The first germline mutation in a gene involved in GPI-anchor biosynthesis was described in a child with portal and hepatic vein thrombosis and absence of seizures in 2006.4 Since then, several reports of mutations in GPI-anchor biosynthesis followed and described disorders, including multiple congenital anomalies, such as hypotonia seizures syndrome, congenital heart disease, mental retardation, ear anomalies/epilepsy syndrome, and early infantile epileptic encephalopathy.3
The authors postulated an association between iron overload and failure to attach GPI-anchors to HJV, which subsequently leads to decreased cell-surface HJV. To address this question, they performed a CRISPR/Cas12a-mediated knockout (KO) of PIGA in Hep3B hepatoma cells and analyzed their capacity to control hepcidin expression.1 The results indicate an almost complete absence of HJV surface expression in PIGA KO clones, whereas HJV is detectable on the surface of PIGA wild-type (WT) cells. In line with these results, only WT but not PIGA KO cells show the expected upregulation of hepcidin in response to HJV. Simultaneous transfection of HJV with a PIGA expression construct rescued hepcidin expression in PIGA KO cells.1 PIGA mutations identified in the patients show significantly lower hepcidin messenger RNA levels upon HJV overexpression compared with the PIGA WT construct.
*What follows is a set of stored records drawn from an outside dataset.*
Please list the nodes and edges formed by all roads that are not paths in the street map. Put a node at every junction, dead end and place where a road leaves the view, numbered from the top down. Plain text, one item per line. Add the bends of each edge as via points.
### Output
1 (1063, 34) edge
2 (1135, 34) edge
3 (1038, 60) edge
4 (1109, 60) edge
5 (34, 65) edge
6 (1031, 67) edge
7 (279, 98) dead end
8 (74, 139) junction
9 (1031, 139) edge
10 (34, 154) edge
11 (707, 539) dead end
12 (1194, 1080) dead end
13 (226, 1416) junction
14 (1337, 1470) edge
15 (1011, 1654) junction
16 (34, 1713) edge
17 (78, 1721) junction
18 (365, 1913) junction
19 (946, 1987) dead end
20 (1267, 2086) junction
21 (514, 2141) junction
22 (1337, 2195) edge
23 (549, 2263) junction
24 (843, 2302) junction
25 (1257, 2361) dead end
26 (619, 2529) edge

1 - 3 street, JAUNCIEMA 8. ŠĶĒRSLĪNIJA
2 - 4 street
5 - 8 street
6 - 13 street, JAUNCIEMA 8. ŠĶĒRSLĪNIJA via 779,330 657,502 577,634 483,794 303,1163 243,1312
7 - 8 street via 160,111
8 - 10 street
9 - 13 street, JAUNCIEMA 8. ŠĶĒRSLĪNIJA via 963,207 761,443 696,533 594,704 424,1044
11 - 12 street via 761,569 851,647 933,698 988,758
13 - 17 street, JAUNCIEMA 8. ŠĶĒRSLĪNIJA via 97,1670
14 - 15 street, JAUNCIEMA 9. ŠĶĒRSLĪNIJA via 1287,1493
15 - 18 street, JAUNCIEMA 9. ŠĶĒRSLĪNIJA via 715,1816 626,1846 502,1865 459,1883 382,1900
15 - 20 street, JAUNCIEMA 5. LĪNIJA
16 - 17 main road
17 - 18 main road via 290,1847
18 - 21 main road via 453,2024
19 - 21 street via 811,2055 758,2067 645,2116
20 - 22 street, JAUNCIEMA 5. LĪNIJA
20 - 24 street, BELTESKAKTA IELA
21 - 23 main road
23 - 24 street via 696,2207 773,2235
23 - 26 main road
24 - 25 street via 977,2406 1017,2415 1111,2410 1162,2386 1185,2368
Thus, the current study shows a novel link of GPI-anchored HJV and ceruloplasmin defects, which results in an iron-overload phenotype with neurologic symptoms in children. The authors suggest that neurologic phenotype in patients with inactivating PIGA mutations is generally attributed to the impaired attachment of GPI-anchored proteins to the cell membrane involved in brain development. There is 1 study showing direct causality between hypomorphic PIGA mutations and neuronal abnormalities in a human induced pluripotent stem cell model containing the PIGAc.1234C>T mutation.5 Symptomatic treatment with oral or IV use of vitamin B66 could improve electroencephalography or control epilepsy, and 1 report of use of a ketone diet in PIGA gene mutation has been described.7
So, how can this form of juvenile hemochromatosis be classified? Genetic HJV mutation is incorrect, whereas the GPI-anchor links HJV to the cell membrane, so that a similar phenotype develops. However, as the GPI-anchor in membrane-bound ferroxidase and brain-associated GPI-linked proteins are also mutated, maybe an additional classification of PIGA-mediated juvenile hemochromatosis is needed. The phenotype designation might have potential therapeutic implications. Severe iron overload can be treated by iron chelators, which can have side effects. To treat seizures, antiepileptic drugs are used. However, maybe in a few years we will be able to deliver PIGA/GPI to correct the HJV and cure this form of hemochromatosis. One could envisage CRISPR gene correction with a lentiviral vector delivery to target specifically hepatocytes, as has been proposed for other liver diseases.8
The connection of science from various fields of biochemistry, genetic analyses, cell biology, and clinical translational sciences will, it is hoped, offer diagnostic and therapeutic pathways in the future.
Conflict-of-interest disclosure: The author declares no competing financial interests.